Four months earlier, on Thursday, July 19, 2007, I released a group email to all paid and free subscribers of Best Minds Inc. The email stated the following:

“Evidence is mounting that we are in the final throes of this worldwide, credit-fueled bubble. The wobbling dominoes certainly merit the attention of all investors and advisors.”

That same day, the Dow closed above 14,000 for the first time. It began its descent the next day, but roared back up to close 8 days above this level in October 2007 before starting its downward march through what is now known as the Great Recession. It would take until February 1, 2013, and the public watching the largest ongoing bailout of global banks ever, before the Dow would once again close above 14,000.

So if investors wanted to “experience” wealth, why was July 2007 a harbinger that their wealth was about to be taken from them? Because financial facts at the top of financial bubbles are very different from financial feelings.

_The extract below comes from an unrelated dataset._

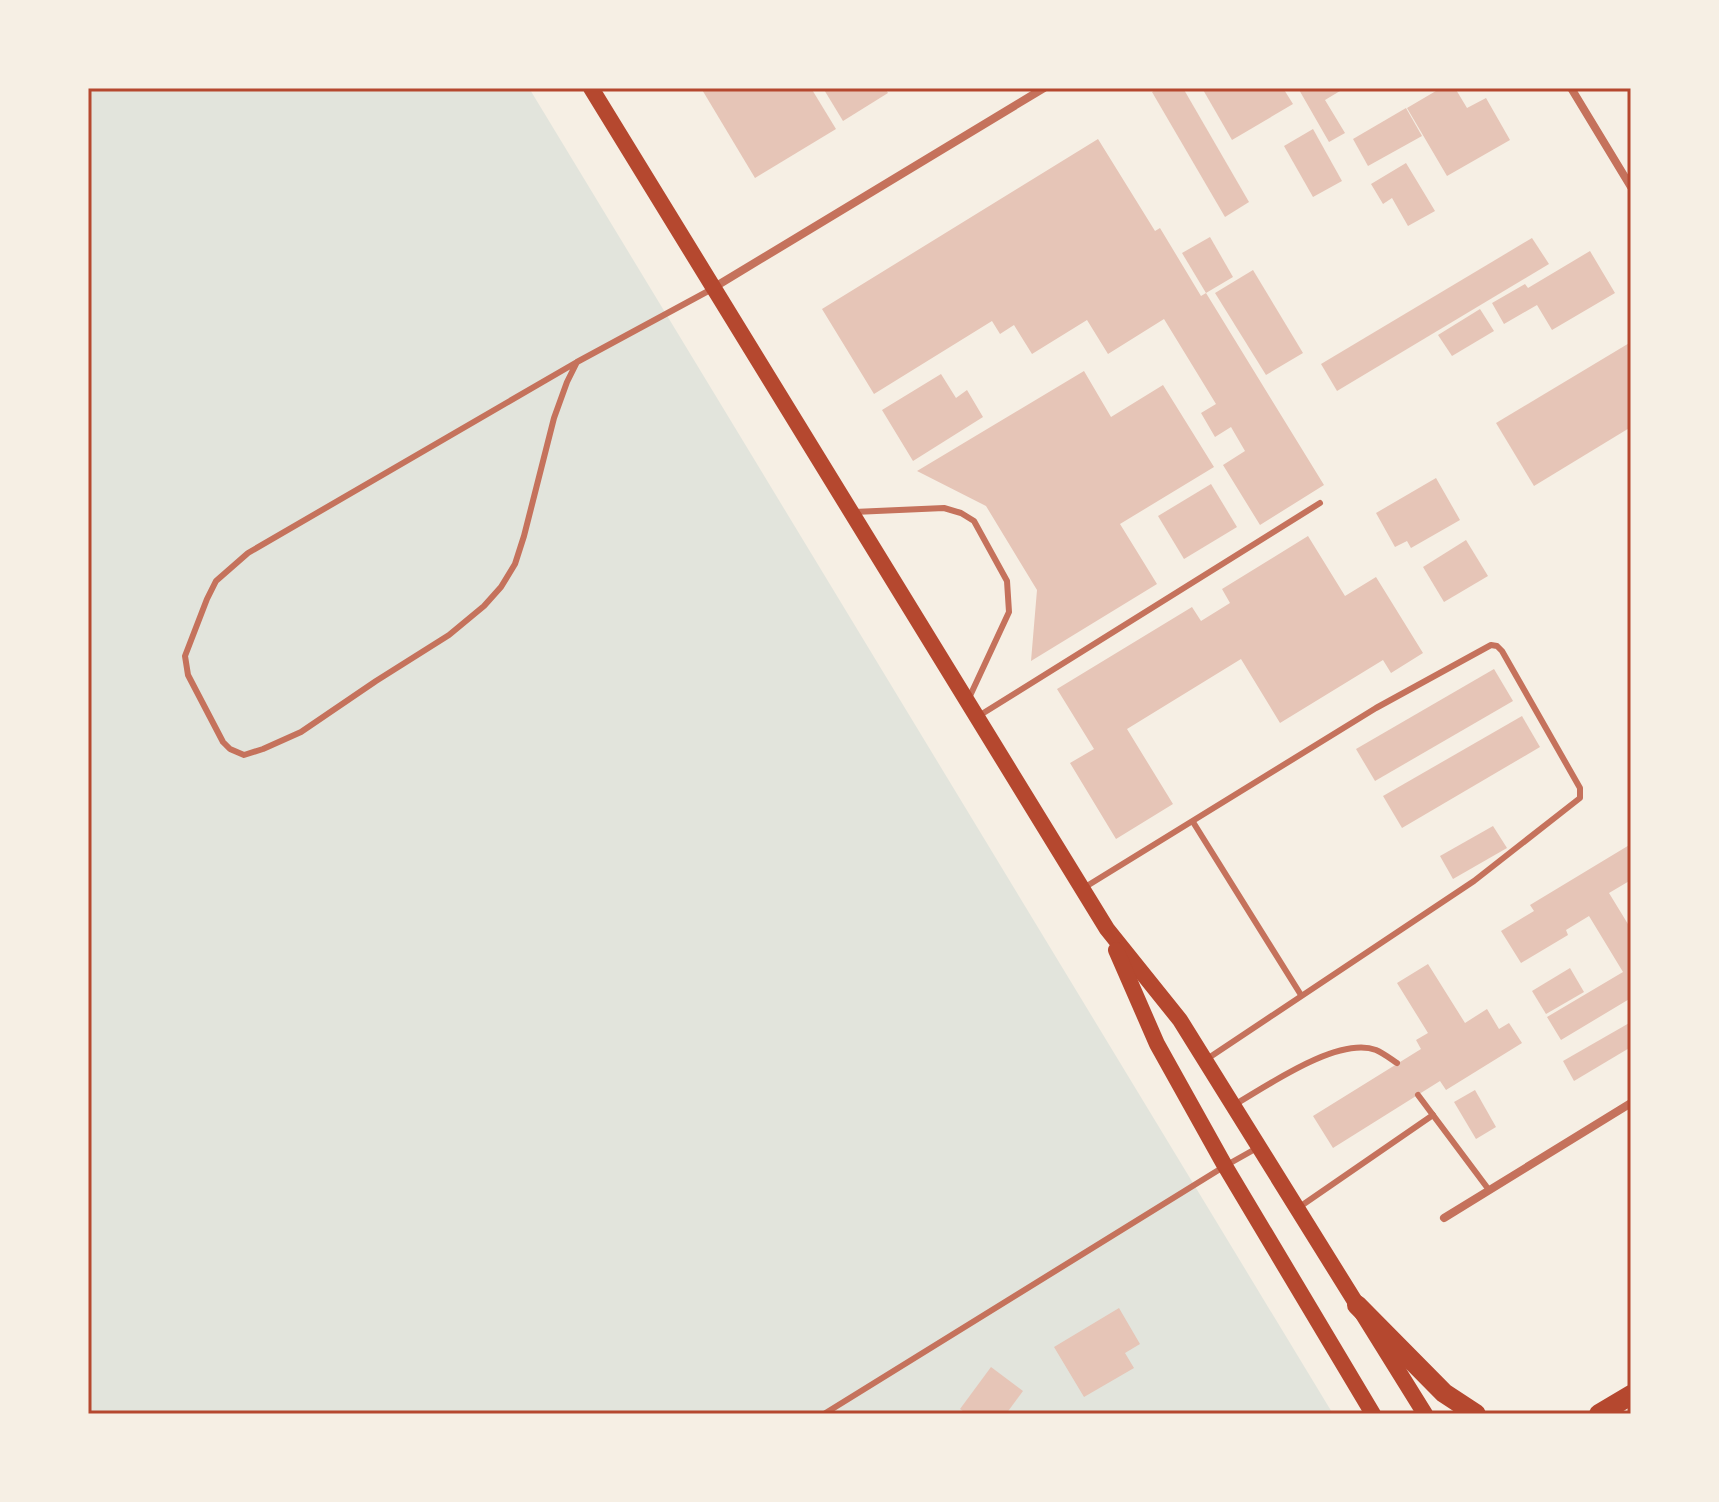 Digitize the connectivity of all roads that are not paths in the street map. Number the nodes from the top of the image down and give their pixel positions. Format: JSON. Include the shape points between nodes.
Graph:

By July 2007 I had already seen the Philly Banking Index decline since February. I had contacted a few of my Wall Street level sources for areas I should be watching. One individual told me to pay close attention to two big hedge funds at Bear Stearns that were close to being shut down. Their total value at the end of 2006 was close to $20 billion. On July 16, 2007, the two funds were closed. One source stated that one fund’s assets were valued at zero and the second at 9 cents on a dollar.

July20.07_Dow

July20_BKX

 

Two Big Funds At Bear Stearns Face Shutdown, WSJ, June 20, 2007

“Two big hedge funds at Bear Stearns Cos. were close to being shut down last night as a rescue plan developed over several days fell apart in a drama that could have wide-ranging consequences for Wall Street and investors.

Merrill Lynch & Co., one of the hedge funds’ lenders, said it would move to seize collateral — much of it mortgage-backed debt — from the two funds and sell it, according to documents reviewed by The Wall Street Journal.”

Since this is all history now, everyone can say, “Oh, I knew that the markets were going to fall.” However, in July 2007, the mood was very different.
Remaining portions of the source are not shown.